The present paper describes the use of different solvent mixtures to extract from fish various sulfophenylcarboxylic acids (SPCs of C₆ to C₁₃), and their originating compounds, linear alkylbenzene sulfonates (LAS of C₁₀ to C₁₃). The analytical method utilized involves pressurized liquid extraction, followed by preconcentration of the samples, purification by solid-phase extraction, and finally identification and quantification of the target compounds by high-performance liquid chromatography-mass spectrometry using a system equipped with an electrospray interface operating in negative ion mode. The SPCs and LAS were extracted from spiked fish first with hexane to remove interference from fats, then with different mixtures of solvents: dichloromethane followed by methanol; 50:50 dichloromethane-methanol; and 30:70 dichloromethane-methanol.
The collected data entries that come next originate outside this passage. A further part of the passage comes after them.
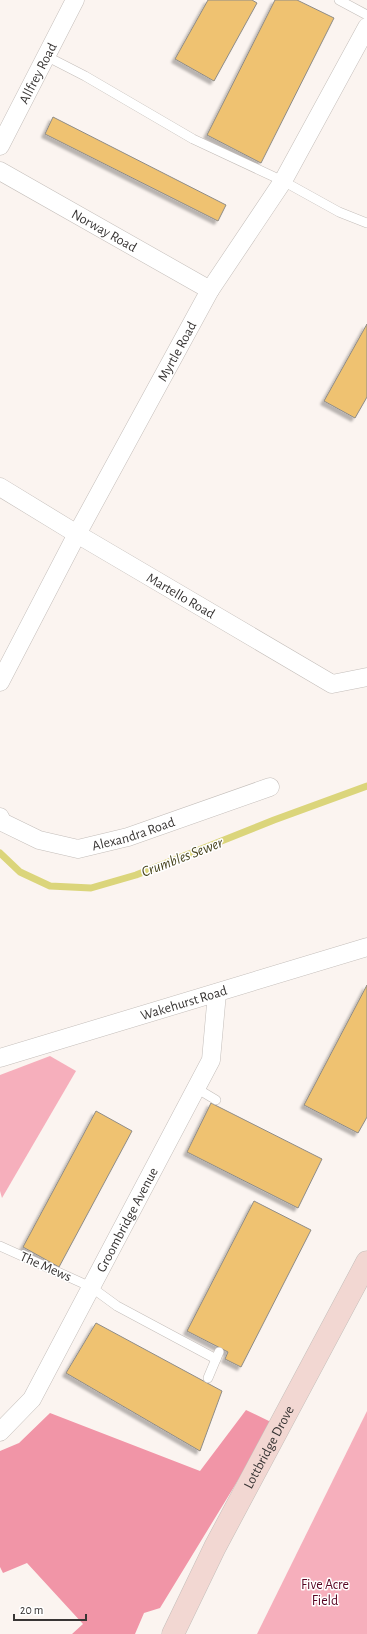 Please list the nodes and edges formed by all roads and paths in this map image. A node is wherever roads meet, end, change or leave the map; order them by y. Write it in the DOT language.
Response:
graph roads {
  1 [pos="75,0"];
  2 [pos="339,0"];
  3 [pos="367,15"];
  4 [pos="367,27"];
  5 [pos="46,56"];
  6 [pos="0,146"];
  7 [pos="0,171"];
  8 [pos="284,181"];
  9 [pos="367,223"];
  10 [pos="210,290"];
  11 [pos="0,487"];
  12 [pos="77,534"];
  13 [pos="367,678"];
  14 [pos="0,682"];
  15 [pos="270,787"];
  16 [pos="0,817"];
  17 [pos="367,947"];
  18 [pos="217,993"];
  19 [pos="0,1058"];
  20 [pos="196,1088"];
  21 [pos="216,1100"];
  22 [pos="0,1246"];
  23 [pos="367,1262"];
  24 [pos="91,1287"];
  25 [pos="208,1378"];
  26 [pos="0,1432"];
  27 [pos="173,1634"];
  1 -- 5 [label="street, Allfrey Road"];
  2 -- 3 [label="lane"];
  4 -- 8 [label="street, Myrtle Road"];
  5 -- 6 [label="street, Allfrey Road"];
  5 -- 8 [label="lane"];
  7 -- 10 [label="street, Norway Road"];
  8 -- 9 [label="lane"];
  8 -- 10 [label="street, Myrtle Road"];
  10 -- 12 [label="street, Myrtle Road"];
  11 -- 12 [label="street, Martello Road"];
  12 -- 13 [label="street, Martello Road"];
  12 -- 14 [label="street, Myrtle Road"];
  15 -- 16 [label="street, Alexandra Road"];
  17 -- 18 [label="street, Wakehurst Road"];
  18 -- 19 [label="street, Wakehurst Road"];
  18 -- 20 [label="street, Groombridge Avenue"];
  20 -- 21 [label="lane"];
  20 -- 24 [label="street, Groombridge Avenue"];
  22 -- 24 [label="lane, The Mews"];
  23 -- 27 [label="street, Lottbridge Drove"];
  24 -- 25 [label="lane, The Mews"];
  24 -- 26 [label="street, Groombridge Avenue"];
}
The LAS recoveries obtained with these three extraction options were high (between 68.5 and 80.8%); however, owing to the low percentages obtained for SPC homologues (13.5, 13.1, and 15.9%, respectively), another extraction procedure with methanol was developed in order to increase these recoveries. The percentage of recovery for total SPCs with the methanolic extraction was higher (90.1%), with a standard deviation of 9.9, and the LAS recoveries also increased (99.9%). Detection limits were between 1 and 22 ng g⁻¹ for LAS, and between 1 and 58 ng g⁻¹ for SPCs. Quantitation limits were between 4 and 73 ng g⁻¹ for LAS, and between 2 and 193 ng g⁻¹ for SPCs. This method has been applied to measure the biotransformation of 2ØC₁₀ LAS (where Ø is a sulfophenyl group) in fish exposed in a flow-through system, and enabled the separation and identification of SPCs from 5ØC₆ to 9ØC₁₀.